** SOURCE DATA follows **
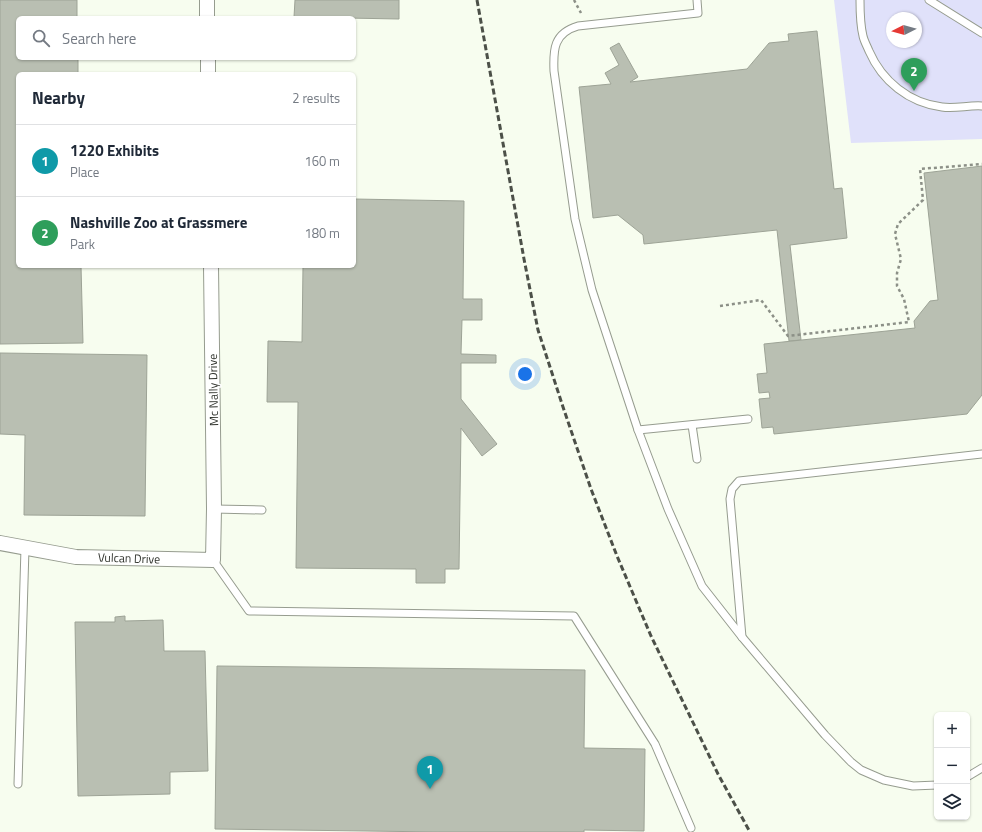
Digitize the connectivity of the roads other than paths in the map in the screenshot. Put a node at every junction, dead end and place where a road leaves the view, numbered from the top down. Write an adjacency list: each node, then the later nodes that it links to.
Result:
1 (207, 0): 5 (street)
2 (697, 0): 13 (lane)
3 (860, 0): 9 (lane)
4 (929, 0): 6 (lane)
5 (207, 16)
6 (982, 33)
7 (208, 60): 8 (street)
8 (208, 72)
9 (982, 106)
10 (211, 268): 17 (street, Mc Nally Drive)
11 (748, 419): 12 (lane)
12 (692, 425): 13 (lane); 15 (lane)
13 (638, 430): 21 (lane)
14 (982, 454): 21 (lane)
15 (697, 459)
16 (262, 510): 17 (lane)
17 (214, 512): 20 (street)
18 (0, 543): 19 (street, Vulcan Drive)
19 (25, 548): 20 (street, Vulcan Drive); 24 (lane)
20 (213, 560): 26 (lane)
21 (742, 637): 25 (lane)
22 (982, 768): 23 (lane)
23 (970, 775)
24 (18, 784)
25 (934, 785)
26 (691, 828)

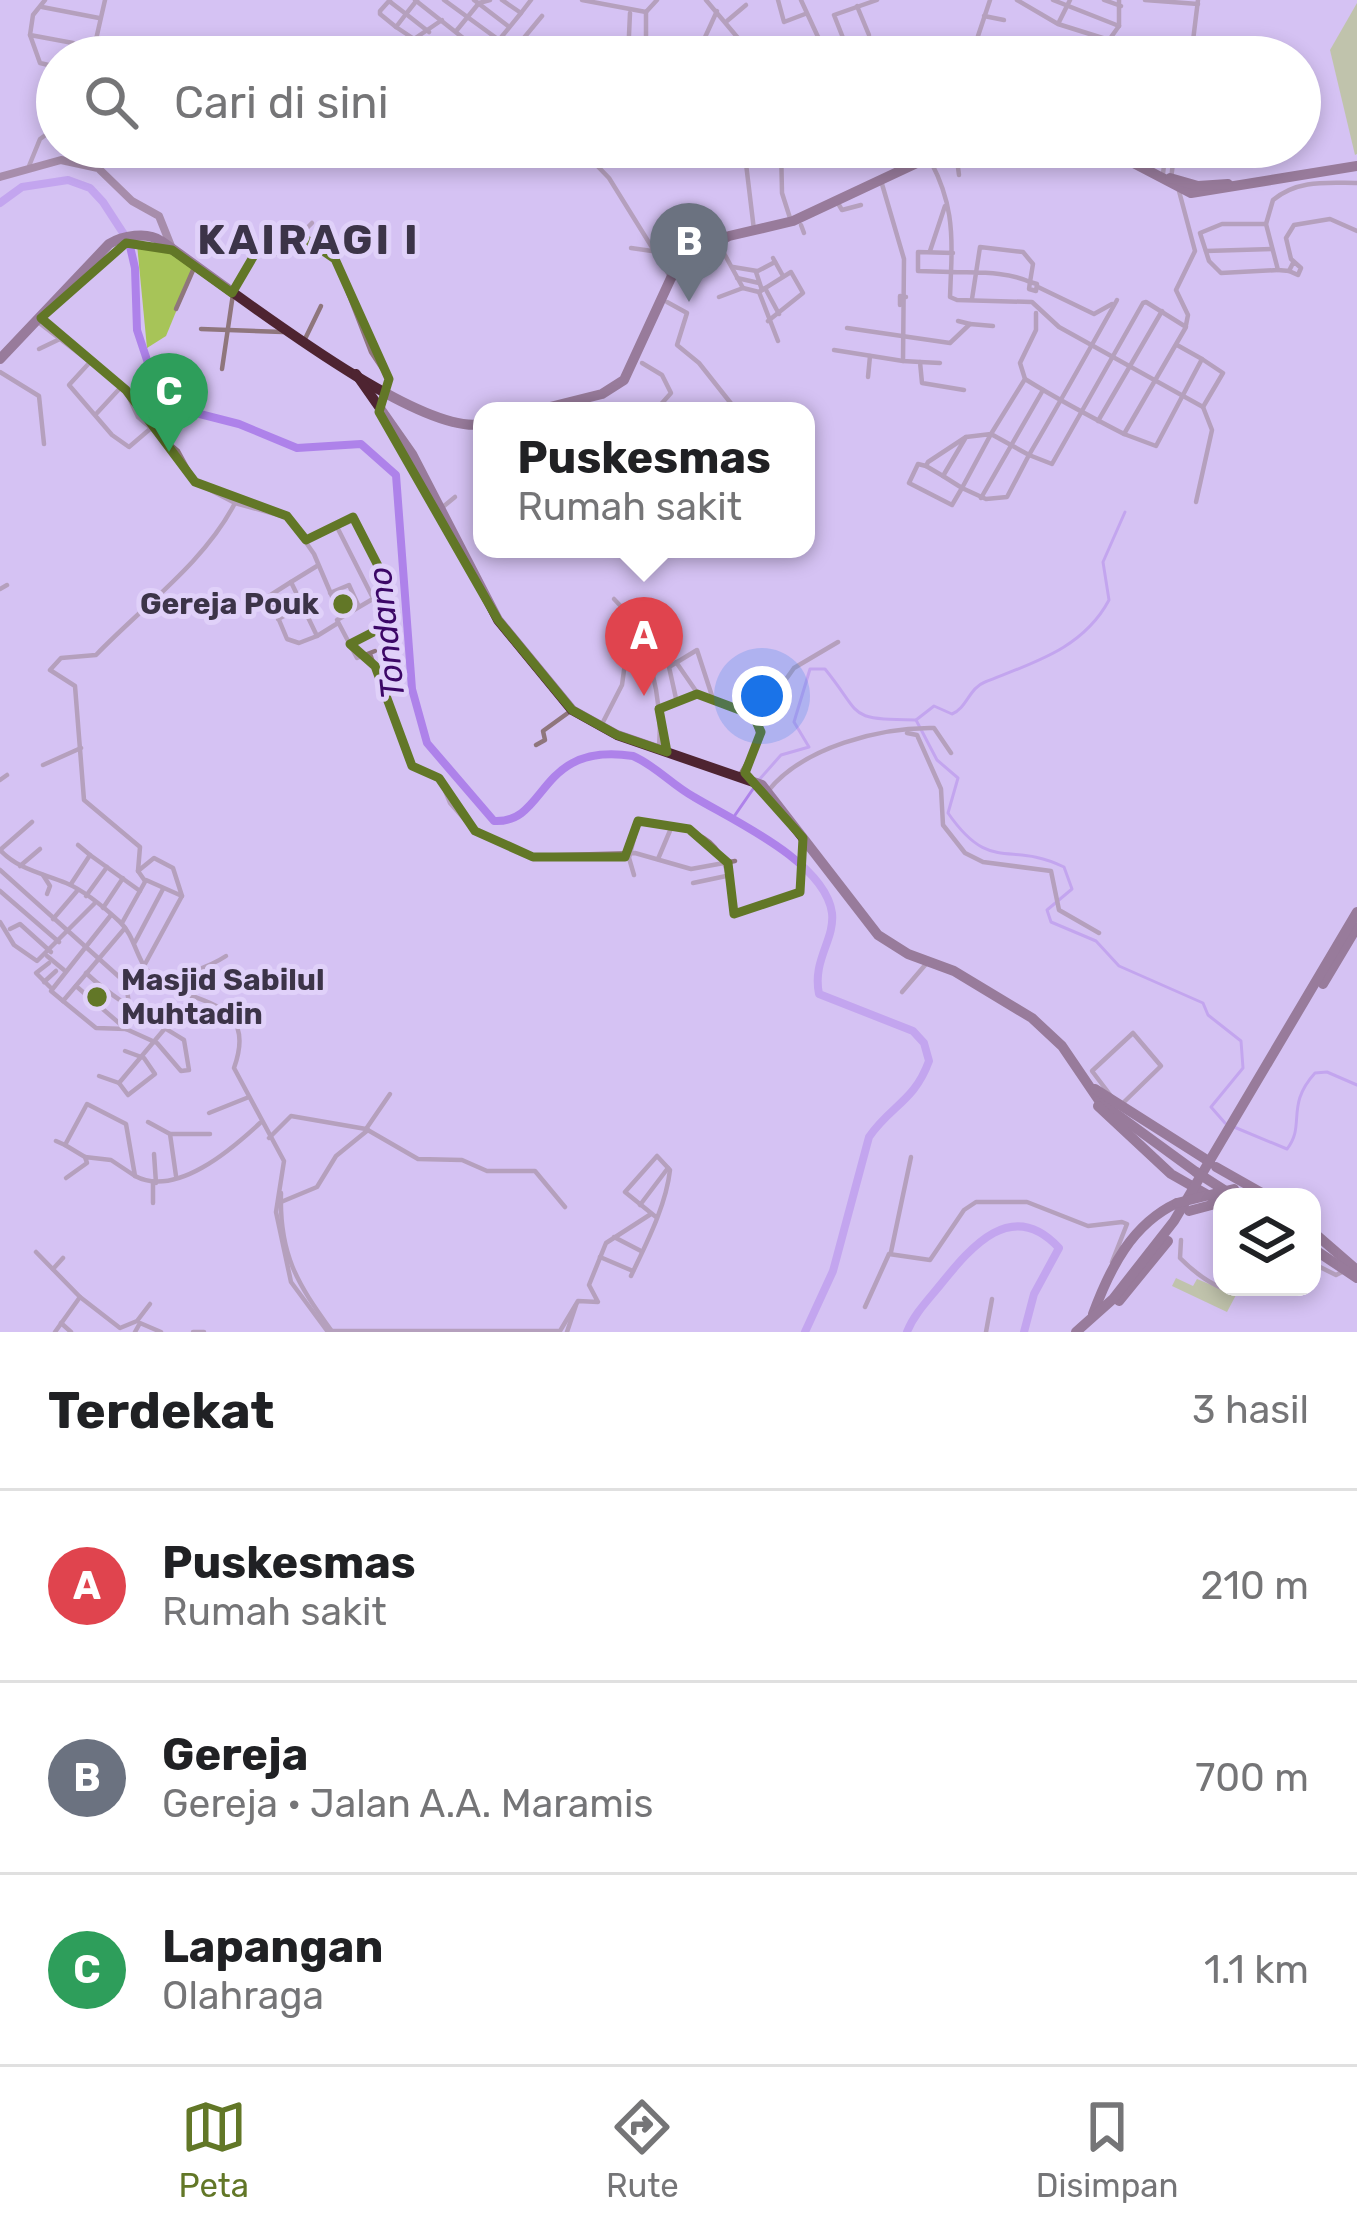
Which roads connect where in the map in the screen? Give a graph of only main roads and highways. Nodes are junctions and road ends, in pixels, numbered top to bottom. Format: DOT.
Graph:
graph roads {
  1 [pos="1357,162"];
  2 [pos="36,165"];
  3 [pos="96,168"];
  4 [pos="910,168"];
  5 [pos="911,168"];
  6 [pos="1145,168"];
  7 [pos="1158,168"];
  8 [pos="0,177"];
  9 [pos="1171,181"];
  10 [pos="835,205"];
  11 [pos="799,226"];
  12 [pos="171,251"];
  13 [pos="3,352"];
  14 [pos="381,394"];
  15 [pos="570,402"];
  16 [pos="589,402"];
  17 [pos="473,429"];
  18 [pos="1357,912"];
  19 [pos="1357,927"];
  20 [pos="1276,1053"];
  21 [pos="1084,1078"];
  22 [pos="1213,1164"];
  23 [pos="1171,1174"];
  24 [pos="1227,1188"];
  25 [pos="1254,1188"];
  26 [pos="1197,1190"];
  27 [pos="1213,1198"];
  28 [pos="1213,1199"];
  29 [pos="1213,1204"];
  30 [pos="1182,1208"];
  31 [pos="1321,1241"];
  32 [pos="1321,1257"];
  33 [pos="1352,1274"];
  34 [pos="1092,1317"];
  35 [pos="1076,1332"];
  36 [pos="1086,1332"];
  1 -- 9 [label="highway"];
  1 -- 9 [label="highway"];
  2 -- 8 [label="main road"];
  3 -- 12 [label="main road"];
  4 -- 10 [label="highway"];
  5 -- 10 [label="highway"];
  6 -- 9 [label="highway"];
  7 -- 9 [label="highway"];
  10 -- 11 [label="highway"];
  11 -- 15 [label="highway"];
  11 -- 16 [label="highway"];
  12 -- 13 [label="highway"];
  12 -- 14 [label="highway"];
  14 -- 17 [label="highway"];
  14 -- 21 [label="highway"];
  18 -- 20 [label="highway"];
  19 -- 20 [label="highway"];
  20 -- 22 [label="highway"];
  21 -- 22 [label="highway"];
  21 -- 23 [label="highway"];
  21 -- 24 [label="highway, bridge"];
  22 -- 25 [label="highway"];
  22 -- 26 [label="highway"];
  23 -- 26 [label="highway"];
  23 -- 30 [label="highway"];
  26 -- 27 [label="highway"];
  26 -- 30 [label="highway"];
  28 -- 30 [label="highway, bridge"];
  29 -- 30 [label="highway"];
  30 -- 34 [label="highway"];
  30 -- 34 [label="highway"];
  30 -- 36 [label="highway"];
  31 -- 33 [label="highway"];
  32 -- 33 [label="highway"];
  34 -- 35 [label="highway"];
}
** End of SOURCE DATA **
** SOURCE DATA follows **
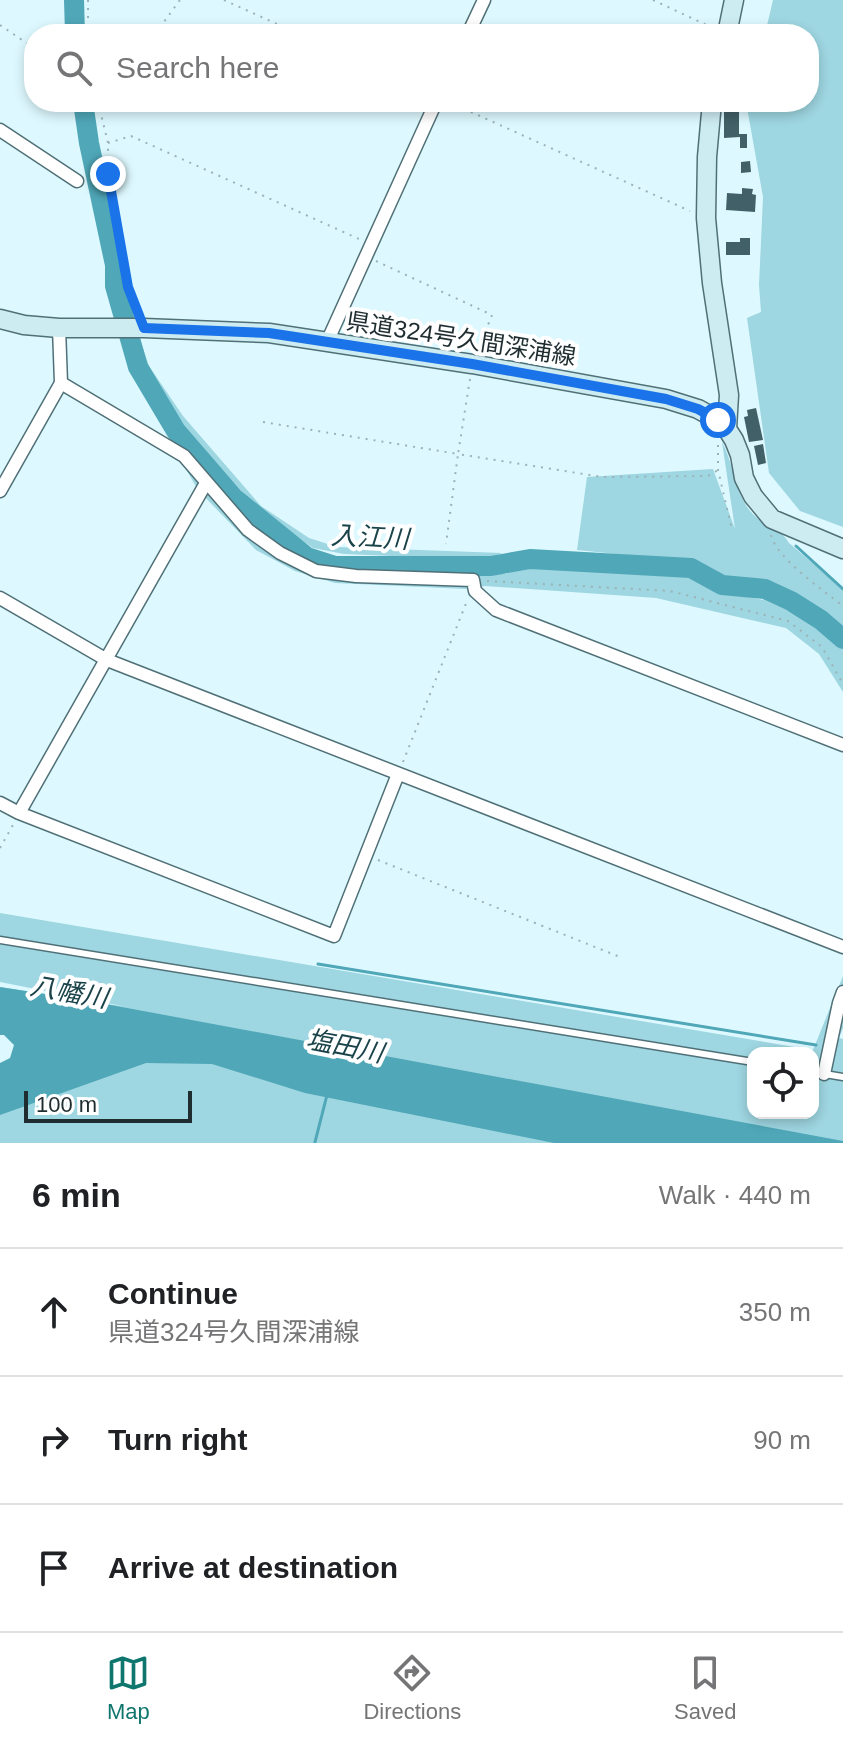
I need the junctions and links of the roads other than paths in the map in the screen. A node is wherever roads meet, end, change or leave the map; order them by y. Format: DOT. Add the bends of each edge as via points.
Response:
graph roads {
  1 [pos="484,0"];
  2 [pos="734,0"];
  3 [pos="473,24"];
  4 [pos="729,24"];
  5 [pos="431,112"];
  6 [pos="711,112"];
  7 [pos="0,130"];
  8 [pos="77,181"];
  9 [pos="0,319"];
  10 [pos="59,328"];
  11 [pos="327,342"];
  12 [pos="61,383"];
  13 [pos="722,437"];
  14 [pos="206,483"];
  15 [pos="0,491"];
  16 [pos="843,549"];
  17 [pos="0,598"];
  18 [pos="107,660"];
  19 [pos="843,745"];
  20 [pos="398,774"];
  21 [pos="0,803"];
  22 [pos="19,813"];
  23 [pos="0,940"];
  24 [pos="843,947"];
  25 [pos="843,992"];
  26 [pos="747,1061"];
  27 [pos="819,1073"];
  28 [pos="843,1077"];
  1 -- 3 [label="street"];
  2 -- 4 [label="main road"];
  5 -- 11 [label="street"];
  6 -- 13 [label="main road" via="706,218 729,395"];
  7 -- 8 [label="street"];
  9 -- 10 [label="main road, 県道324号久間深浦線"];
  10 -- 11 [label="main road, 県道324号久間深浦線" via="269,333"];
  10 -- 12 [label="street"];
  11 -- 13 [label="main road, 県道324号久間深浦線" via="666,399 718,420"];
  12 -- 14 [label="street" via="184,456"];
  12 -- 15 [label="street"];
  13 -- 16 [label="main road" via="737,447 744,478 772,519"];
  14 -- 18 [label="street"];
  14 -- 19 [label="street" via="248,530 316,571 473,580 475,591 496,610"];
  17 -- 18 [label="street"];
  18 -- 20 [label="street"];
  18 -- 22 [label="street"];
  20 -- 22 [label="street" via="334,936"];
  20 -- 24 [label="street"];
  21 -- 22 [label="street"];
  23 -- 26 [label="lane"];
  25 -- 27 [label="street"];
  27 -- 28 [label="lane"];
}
** End of SOURCE DATA **
** SOURCE DATA follows **
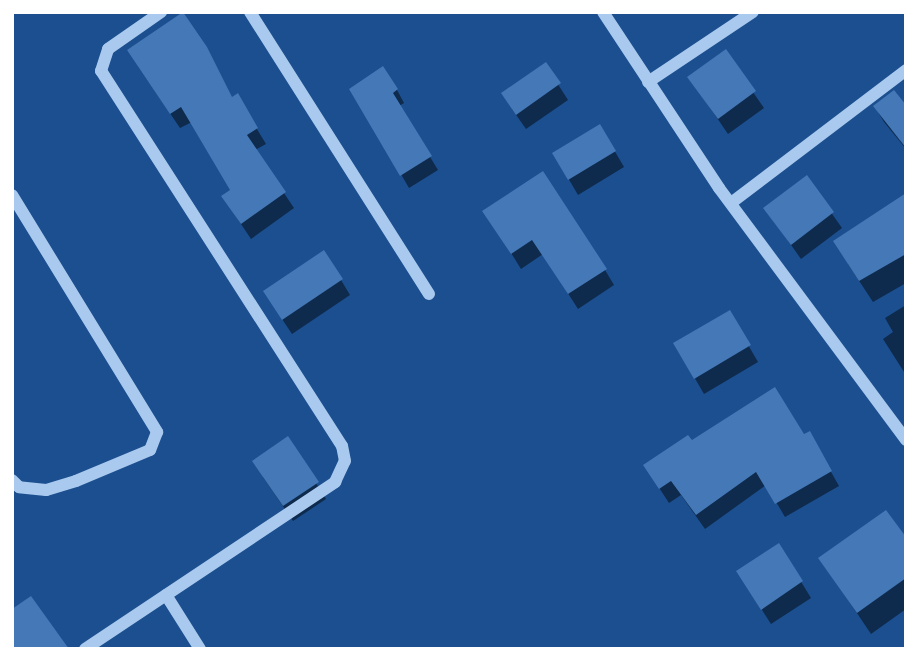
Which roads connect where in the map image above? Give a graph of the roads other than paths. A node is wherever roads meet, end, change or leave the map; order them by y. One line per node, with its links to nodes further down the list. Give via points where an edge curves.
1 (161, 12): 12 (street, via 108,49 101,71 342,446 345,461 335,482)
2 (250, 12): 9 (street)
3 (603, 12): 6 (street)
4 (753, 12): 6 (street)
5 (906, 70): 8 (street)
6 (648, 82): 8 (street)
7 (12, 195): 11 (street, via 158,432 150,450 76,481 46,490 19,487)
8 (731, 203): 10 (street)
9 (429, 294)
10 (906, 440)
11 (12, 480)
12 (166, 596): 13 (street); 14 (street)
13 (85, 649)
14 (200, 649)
** End of SOURCE DATA **
▶ **WORK REQUIRED**
In the records above, find the lines containing "numbered" and copy them.

▶ **EXERCISE OUTPUT**
Digitize the connectivity of the roads other than paths in the map in the screenshot. Put a node at every junction, dead end and place where a road leaves the view, numbered from the top down. Write an adjacency list: each node, then the later nodes that it links to.
Which roads connect where in the map in the screen? Give a graph of only main roads and highways. Nodes are junctions and road ends, in pixels, numbered top to bottom. Format: DOT.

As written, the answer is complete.